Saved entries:
+--
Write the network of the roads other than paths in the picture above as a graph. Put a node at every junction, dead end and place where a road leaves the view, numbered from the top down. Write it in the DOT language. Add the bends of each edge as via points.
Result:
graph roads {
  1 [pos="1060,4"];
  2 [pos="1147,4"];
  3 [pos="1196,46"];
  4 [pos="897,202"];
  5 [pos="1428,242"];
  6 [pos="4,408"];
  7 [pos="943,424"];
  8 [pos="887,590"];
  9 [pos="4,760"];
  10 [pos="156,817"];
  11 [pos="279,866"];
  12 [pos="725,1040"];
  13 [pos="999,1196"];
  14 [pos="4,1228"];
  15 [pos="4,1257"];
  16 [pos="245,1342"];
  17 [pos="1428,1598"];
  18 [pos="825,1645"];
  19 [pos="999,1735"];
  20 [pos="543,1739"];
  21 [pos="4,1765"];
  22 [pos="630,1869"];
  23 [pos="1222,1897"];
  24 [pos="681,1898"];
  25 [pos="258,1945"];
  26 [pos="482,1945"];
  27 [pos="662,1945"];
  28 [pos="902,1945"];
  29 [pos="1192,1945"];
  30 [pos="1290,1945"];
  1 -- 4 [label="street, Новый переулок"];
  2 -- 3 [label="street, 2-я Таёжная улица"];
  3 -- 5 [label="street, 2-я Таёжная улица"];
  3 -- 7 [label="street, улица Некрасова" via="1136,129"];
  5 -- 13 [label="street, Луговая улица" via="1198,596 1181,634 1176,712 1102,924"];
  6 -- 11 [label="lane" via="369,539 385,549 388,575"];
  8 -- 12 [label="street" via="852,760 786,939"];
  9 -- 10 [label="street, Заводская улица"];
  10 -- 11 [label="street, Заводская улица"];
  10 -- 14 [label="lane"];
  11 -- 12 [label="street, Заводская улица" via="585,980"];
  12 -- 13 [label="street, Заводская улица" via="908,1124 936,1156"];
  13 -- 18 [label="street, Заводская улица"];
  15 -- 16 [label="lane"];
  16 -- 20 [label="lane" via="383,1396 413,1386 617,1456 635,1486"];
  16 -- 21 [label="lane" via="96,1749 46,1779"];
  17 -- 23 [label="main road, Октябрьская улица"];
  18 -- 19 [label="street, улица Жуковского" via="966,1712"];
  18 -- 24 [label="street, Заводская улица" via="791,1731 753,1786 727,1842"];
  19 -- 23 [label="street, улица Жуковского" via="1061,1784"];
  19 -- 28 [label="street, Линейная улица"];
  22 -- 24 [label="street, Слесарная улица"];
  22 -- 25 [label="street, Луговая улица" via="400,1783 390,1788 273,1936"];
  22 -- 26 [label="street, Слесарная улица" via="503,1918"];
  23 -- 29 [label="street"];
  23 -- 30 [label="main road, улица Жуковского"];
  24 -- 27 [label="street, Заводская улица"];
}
+--
# Work instructions
Repeat each entry above, matching every line exactly.

# Solved problem
Write the network of the roads other than paths in the picture above as a graph. Put a node at every junction, dead end and place where a road leaves the view, numbered from the top down. Write it in the DOT language. Add the bends of each edge as via points.
Result:
graph roads {
  1 [pos="1060,4"];
  2 [pos="1147,4"];
  3 [pos="1196,46"];
  4 [pos="897,202"];
  5 [pos="1428,242"];
  6 [pos="4,408"];
  7 [pos="943,424"];
  8 [pos="887,590"];
  9 [pos="4,760"];
  10 [pos="156,817"];
  11 [pos="279,866"];
  12 [pos="725,1040"];
  13 [pos="999,1196"];
  14 [pos="4,1228"];
  15 [pos="4,1257"];
  16 [pos="245,1342"];
  17 [pos="1428,1598"];
  18 [pos="825,1645"];
  19 [pos="999,1735"];
  20 [pos="543,1739"];
  21 [pos="4,1765"];
  22 [pos="630,1869"];
  23 [pos="1222,1897"];
  24 [pos="681,1898"];
  25 [pos="258,1945"];
  26 [pos="482,1945"];
  27 [pos="662,1945"];
  28 [pos="902,1945"];
  29 [pos="1192,1945"];
  30 [pos="1290,1945"];
  1 -- 4 [label="street, Новый переулок"];
  2 -- 3 [label="street, 2-я Таёжная улица"];
  3 -- 5 [label="street, 2-я Таёжная улица"];
  3 -- 7 [label="street, улица Некрасова" via="1136,129"];
  5 -- 13 [label="street, Луговая улица" via="1198,596 1181,634 1176,712 1102,924"];
  6 -- 11 [label="lane" via="369,539 385,549 388,575"];
  8 -- 12 [label="street" via="852,760 786,939"];
  9 -- 10 [label="street, Заводская улица"];
  10 -- 11 [label="street, Заводская улица"];
  10 -- 14 [label="lane"];
  11 -- 12 [label="street, Заводская улица" via="585,980"];
  12 -- 13 [label="street, Заводская улица" via="908,1124 936,1156"];
  13 -- 18 [label="street, Заводская улица"];
  15 -- 16 [label="lane"];
  16 -- 20 [label="lane" via="383,1396 413,1386 617,1456 635,1486"];
  16 -- 21 [label="lane" via="96,1749 46,1779"];
  17 -- 23 [label="main road, Октябрьская улица"];
  18 -- 19 [label="street, улица Жуковского" via="966,1712"];
  18 -- 24 [label="street, Заводская улица" via="791,1731 753,1786 727,1842"];
  19 -- 23 [label="street, улица Жуковского" via="1061,1784"];
  19 -- 28 [label="street, Линейная улица"];
  22 -- 24 [label="street, Слесарная улица"];
  22 -- 25 [label="street, Луговая улица" via="400,1783 390,1788 273,1936"];
  22 -- 26 [label="street, Слесарная улица" via="503,1918"];
  23 -- 29 [label="street"];
  23 -- 30 [label="main road, улица Жуковского"];
  24 -- 27 [label="street, Заводская улица"];
}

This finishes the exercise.